> Task objective
The records that follow must be repeated exactly, minus the images.

Images with pose keypoints:
----------------
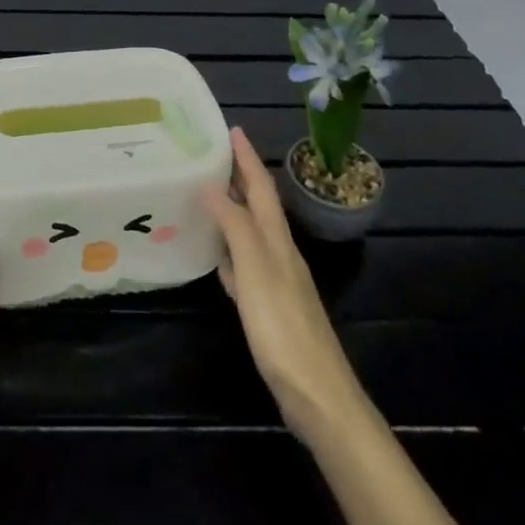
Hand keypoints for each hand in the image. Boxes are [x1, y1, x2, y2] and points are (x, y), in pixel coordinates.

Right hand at [201, 127, 372, 447]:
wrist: (318, 396)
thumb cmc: (283, 328)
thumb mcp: (257, 271)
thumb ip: (235, 226)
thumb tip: (212, 185)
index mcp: (277, 240)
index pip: (262, 187)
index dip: (247, 157)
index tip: (231, 129)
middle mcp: (279, 253)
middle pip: (259, 206)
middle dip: (240, 177)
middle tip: (210, 155)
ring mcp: (276, 282)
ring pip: (251, 233)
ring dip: (233, 210)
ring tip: (207, 195)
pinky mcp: (269, 309)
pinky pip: (245, 266)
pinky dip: (230, 252)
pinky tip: (217, 258)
----------------
> Task solution
Hand keypoints for each hand in the image. Boxes are [x1, y1, x2, y2] and points are (x, y), in pixel coordinates.

Right hand at [201, 127, 372, 447]:
wrist: (318, 396)
thumb cmc: (283, 328)
thumb mcp: (257, 271)
thumb ip: (235, 226)
thumb tip: (212, 185)
index mcp: (277, 240)
index pip: (262, 187)
index dip: (247, 157)
index tip: (231, 129)
middle mcp: (279, 253)
middle pip: (259, 206)
middle dip: (240, 177)
middle tip: (210, 155)
ring mcp: (276, 282)
ring pip: (251, 233)
ring dip: (233, 210)
ring tip: (207, 195)
pinky mcp: (269, 309)
pinky pip: (245, 266)
pinky dip: (230, 252)
pinky tip: (217, 258)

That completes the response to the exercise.